[Collected data]
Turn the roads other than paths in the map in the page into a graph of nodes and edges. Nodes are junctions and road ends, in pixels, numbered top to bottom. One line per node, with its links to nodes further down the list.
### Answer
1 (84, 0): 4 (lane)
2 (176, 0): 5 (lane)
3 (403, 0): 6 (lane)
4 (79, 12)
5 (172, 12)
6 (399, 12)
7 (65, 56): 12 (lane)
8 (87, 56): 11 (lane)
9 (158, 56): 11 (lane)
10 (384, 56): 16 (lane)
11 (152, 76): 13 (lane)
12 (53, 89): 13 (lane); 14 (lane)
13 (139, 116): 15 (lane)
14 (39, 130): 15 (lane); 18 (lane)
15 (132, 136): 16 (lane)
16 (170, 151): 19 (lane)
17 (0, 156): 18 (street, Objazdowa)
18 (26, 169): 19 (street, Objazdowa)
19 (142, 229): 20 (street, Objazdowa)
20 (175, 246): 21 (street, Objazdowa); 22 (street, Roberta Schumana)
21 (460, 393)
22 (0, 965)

TASK DETAILS: Every record must be given again exactly as it was written.

OUTPUT:
Turn the roads other than paths in the map in the page into a graph of nodes and edges. Nodes are junctions and road ends, in pixels, numbered top to bottom. One line per node, with its links to nodes further down the list.
### Answer
1 (84, 0): 4 (lane)
2 (176, 0): 5 (lane)
3 (403, 0): 6 (lane)
4 (79, 12)
5 (172, 12)
6 (399, 12)
7 (65, 56): 12 (lane)
8 (87, 56): 11 (lane)
9 (158, 56): 11 (lane)
10 (384, 56): 16 (lane)
11 (152, 76): 13 (lane)
12 (53, 89): 13 (lane); 14 (lane)
13 (139, 116): 15 (lane)
14 (39, 130): 15 (lane); 18 (lane)
15 (132, 136): 16 (lane)
16 (170, 151): 19 (lane)
17 (0, 156): 18 (street, Objazdowa)
18 (26, 169): 19 (street, Objazdowa)
19 (142, 229): 20 (street, Objazdowa)
20 (175, 246): 21 (street, Objazdowa); 22 (street, Roberta Schumana)
21 (460, 393)
22 (0, 965)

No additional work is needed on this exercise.